Directions — Your reply should consist of one number: how many lines below contain "West".

Stored data entries —
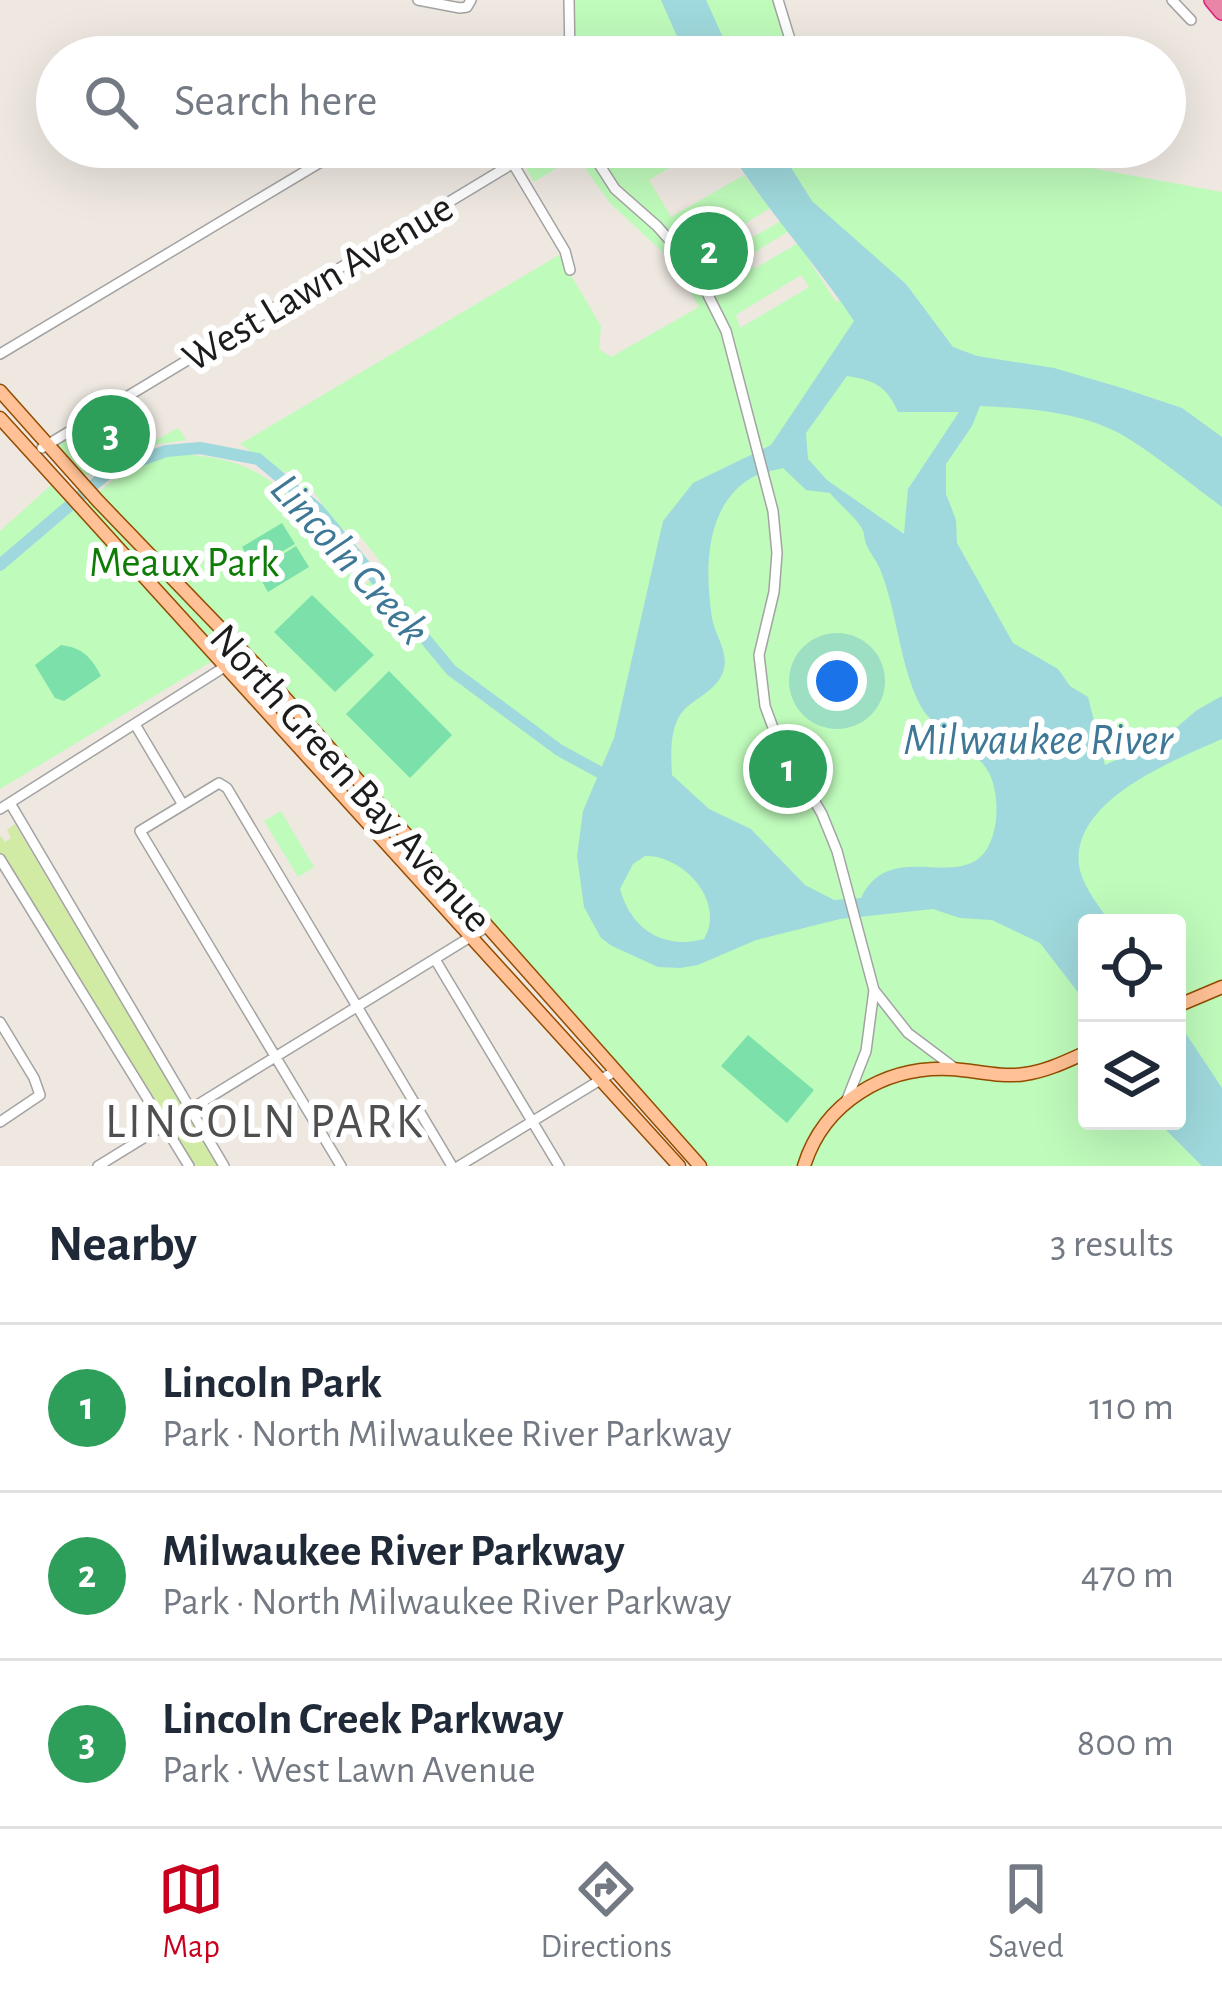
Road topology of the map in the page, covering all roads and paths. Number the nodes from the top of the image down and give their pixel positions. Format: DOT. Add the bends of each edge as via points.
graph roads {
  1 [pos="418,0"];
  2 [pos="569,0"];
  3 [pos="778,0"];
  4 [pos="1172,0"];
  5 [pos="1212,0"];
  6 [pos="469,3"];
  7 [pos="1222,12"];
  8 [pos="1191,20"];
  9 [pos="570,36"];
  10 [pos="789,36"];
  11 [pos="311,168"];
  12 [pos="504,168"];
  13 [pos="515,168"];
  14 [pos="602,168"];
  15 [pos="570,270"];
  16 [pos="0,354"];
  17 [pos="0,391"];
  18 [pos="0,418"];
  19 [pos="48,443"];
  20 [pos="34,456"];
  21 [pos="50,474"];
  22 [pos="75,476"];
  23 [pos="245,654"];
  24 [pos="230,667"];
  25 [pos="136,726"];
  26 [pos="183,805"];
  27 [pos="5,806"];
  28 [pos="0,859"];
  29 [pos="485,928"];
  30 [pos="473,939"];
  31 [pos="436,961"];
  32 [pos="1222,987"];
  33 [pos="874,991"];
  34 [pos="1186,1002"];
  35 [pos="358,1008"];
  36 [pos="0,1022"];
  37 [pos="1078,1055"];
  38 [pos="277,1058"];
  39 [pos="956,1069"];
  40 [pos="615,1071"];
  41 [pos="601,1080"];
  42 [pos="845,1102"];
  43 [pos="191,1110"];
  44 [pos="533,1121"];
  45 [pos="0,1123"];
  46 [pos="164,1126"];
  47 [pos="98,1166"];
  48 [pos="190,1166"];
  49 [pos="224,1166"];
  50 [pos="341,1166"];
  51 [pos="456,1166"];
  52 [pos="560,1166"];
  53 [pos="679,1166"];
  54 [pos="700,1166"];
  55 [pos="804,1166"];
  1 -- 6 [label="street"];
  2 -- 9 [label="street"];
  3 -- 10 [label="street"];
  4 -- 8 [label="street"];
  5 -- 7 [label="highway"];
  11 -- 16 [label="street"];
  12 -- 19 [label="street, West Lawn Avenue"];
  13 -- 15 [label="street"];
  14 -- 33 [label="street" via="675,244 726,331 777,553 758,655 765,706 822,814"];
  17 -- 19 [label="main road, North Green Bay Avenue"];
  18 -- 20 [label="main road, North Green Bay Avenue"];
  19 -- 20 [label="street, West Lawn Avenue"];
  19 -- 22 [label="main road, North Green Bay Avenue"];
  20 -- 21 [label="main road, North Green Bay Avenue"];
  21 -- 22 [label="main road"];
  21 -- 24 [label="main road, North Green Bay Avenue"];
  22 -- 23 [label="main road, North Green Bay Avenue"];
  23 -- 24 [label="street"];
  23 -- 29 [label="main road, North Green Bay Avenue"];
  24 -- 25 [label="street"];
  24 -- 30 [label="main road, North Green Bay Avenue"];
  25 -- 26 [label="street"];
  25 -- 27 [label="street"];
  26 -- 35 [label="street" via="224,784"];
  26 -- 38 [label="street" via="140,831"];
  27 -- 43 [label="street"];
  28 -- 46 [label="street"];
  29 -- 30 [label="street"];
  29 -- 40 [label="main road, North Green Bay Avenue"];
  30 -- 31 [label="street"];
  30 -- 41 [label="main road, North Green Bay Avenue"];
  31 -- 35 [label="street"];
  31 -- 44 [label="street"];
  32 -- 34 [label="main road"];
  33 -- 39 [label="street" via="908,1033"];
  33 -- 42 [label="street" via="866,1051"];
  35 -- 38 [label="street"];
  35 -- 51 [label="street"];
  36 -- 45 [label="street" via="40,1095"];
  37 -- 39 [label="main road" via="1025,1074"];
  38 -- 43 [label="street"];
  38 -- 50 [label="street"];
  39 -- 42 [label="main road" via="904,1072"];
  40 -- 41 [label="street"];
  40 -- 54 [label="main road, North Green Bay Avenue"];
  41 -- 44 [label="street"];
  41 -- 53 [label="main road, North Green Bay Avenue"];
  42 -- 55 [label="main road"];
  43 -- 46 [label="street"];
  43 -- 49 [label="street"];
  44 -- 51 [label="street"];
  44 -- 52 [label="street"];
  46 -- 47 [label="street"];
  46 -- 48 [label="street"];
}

---

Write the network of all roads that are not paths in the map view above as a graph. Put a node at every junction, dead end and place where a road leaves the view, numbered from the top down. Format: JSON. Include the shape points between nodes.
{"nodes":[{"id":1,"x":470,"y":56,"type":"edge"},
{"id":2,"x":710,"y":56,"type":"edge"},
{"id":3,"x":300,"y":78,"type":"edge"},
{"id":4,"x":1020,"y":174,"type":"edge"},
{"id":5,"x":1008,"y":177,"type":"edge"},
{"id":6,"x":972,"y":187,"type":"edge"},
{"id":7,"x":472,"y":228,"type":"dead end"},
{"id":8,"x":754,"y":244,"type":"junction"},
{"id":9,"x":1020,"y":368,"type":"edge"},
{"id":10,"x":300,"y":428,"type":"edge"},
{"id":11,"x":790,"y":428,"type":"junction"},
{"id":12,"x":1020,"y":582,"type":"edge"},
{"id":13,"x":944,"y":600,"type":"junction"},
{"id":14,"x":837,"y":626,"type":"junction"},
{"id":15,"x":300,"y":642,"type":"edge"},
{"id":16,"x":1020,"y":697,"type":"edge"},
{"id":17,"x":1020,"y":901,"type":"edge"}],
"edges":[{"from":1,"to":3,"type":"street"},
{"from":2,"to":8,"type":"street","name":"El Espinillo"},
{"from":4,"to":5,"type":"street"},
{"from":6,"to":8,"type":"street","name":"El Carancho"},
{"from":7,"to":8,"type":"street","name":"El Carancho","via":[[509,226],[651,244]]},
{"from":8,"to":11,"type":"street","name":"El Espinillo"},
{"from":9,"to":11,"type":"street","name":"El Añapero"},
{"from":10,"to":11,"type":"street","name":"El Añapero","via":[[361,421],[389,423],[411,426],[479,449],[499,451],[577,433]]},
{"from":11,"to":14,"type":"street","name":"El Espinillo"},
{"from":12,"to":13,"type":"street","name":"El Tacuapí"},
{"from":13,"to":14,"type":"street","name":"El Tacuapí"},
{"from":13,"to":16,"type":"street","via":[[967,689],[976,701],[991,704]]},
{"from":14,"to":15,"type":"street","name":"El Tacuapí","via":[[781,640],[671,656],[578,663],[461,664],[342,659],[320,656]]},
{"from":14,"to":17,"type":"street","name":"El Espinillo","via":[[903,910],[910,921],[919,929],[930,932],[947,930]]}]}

Output for this exercise — 2